**Problem statement**
Go through the records below and show every line with the string "Give".

(Collected data)

-------

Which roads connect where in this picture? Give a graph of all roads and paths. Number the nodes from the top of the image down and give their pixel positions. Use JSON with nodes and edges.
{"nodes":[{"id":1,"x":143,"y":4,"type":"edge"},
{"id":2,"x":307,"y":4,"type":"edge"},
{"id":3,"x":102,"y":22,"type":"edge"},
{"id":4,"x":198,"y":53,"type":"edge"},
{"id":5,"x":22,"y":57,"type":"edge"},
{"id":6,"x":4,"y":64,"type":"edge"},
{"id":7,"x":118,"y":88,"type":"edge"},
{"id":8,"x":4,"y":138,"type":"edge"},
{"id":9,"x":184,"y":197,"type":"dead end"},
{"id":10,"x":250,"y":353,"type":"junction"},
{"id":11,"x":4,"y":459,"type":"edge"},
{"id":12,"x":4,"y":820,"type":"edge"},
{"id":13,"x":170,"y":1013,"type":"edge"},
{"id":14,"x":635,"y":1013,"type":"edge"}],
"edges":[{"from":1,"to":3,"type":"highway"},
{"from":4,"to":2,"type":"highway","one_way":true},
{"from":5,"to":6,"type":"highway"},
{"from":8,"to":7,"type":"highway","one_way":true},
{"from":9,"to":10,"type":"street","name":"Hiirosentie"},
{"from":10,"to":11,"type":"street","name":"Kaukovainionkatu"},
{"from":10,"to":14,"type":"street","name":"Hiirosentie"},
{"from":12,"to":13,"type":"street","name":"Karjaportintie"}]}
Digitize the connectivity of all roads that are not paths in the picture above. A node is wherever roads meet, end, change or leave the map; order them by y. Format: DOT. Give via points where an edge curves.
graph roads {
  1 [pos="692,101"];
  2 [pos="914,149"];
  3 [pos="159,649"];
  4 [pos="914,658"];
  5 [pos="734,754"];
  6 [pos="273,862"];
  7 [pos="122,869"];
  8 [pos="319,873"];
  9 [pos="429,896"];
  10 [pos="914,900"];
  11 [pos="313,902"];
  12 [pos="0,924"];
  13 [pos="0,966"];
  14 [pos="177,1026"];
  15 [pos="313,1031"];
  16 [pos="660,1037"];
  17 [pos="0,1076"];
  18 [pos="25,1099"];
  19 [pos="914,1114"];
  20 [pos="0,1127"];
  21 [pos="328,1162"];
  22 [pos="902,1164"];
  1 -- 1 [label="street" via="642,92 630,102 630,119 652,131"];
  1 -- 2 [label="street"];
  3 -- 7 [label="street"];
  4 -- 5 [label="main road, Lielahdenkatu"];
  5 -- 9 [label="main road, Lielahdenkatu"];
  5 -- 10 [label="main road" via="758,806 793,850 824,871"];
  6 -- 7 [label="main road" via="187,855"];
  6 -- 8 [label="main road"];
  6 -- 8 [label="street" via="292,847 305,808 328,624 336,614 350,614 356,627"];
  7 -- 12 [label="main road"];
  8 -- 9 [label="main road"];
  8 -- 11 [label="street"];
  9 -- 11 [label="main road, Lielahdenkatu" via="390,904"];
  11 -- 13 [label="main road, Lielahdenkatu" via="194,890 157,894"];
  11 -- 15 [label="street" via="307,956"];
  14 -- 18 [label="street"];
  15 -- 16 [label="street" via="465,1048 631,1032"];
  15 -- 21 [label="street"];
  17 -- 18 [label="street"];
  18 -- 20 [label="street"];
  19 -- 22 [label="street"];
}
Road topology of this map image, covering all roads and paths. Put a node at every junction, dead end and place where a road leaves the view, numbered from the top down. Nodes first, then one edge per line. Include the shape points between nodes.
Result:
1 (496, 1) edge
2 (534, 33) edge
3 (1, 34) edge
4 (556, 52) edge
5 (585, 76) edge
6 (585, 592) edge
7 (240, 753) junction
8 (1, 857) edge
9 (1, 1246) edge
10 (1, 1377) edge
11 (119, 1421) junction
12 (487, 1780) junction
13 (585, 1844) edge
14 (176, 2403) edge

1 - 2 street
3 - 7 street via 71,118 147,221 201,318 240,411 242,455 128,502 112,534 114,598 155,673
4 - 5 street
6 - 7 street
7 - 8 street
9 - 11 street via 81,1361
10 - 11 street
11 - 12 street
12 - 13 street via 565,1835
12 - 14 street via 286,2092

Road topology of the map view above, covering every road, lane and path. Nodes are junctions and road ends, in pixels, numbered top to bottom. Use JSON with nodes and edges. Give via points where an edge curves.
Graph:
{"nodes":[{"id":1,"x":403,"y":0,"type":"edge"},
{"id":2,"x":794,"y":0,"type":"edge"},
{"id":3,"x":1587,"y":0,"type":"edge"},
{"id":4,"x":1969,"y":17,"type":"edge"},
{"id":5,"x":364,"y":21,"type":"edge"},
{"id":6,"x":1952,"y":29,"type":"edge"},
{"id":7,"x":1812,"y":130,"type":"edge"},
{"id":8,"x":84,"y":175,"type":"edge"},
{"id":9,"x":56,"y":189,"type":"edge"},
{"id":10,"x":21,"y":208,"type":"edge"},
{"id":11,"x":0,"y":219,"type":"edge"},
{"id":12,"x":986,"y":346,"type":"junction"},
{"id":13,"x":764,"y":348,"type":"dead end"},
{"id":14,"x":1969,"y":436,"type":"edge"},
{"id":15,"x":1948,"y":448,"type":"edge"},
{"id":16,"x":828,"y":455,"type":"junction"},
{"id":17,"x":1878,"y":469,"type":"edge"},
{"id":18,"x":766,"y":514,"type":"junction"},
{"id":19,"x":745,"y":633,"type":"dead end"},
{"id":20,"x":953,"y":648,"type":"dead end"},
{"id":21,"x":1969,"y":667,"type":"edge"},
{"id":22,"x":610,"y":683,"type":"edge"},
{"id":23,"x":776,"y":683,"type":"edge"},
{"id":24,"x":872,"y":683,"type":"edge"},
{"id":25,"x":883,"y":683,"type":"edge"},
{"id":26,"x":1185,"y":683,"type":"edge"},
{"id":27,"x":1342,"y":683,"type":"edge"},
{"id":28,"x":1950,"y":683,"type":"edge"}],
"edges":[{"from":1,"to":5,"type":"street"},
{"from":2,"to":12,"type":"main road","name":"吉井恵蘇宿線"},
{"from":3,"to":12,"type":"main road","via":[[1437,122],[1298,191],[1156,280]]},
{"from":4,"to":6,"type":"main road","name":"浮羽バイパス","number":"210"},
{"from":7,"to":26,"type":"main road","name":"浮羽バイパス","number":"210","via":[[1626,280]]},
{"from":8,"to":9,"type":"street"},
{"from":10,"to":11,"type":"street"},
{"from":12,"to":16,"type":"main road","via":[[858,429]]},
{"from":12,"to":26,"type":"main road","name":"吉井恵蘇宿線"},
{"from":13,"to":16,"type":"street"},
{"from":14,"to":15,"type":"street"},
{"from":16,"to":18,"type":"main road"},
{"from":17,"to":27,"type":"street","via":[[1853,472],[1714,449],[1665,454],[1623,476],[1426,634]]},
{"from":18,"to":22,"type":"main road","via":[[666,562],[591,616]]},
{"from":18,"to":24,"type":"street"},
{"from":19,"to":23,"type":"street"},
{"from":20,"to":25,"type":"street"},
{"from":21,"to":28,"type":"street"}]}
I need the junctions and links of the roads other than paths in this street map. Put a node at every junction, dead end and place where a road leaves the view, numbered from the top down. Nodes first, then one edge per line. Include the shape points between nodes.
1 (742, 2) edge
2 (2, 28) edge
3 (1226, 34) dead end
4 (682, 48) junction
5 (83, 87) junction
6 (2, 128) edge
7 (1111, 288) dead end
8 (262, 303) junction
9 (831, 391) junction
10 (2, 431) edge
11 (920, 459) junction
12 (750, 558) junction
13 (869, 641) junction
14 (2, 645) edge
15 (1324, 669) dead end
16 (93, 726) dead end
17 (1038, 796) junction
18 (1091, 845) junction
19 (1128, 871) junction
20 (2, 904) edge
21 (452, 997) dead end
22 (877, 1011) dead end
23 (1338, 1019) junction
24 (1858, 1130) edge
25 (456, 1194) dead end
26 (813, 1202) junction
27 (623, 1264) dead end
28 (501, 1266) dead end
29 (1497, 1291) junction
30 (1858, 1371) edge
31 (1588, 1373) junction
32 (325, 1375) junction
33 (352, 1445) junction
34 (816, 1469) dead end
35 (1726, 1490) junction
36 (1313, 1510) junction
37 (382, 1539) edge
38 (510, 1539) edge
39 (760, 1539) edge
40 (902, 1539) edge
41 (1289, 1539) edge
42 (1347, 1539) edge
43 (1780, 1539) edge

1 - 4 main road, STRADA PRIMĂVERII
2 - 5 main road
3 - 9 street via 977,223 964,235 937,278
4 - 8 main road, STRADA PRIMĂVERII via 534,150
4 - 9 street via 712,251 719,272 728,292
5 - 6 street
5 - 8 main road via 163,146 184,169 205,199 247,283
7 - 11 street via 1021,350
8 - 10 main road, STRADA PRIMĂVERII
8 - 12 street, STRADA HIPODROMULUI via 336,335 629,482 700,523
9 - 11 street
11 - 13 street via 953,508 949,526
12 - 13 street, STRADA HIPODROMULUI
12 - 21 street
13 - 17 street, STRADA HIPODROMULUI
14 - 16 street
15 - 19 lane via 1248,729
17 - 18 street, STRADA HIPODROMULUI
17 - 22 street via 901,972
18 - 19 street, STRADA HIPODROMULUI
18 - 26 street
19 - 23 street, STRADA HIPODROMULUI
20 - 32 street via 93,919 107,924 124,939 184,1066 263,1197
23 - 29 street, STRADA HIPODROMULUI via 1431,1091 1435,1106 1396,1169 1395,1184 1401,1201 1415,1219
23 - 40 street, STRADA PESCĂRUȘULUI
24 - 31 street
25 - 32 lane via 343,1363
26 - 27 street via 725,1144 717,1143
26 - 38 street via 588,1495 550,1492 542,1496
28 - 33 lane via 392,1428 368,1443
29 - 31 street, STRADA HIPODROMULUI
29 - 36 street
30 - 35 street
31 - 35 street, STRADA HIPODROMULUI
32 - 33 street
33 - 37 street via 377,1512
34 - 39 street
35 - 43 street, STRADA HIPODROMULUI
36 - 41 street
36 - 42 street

-------

**Task solution**
Which roads connect where in this picture? Give a graph of all roads and paths. Number the nodes from the top of the image down and give their pixel positions. Use JSON with nodes and edges.
Digitize the connectivity of all roads that are not paths in the picture above. A node is wherever roads meet, end, change or leave the map; order them by y. Format: DOT. Give via points where an edge curves.
Road topology of the map view above, covering every road, lane and path. Nodes are junctions and road ends, in pixels, numbered top to bottom. Use JSON with nodes and edges. Give via points where an edge curves.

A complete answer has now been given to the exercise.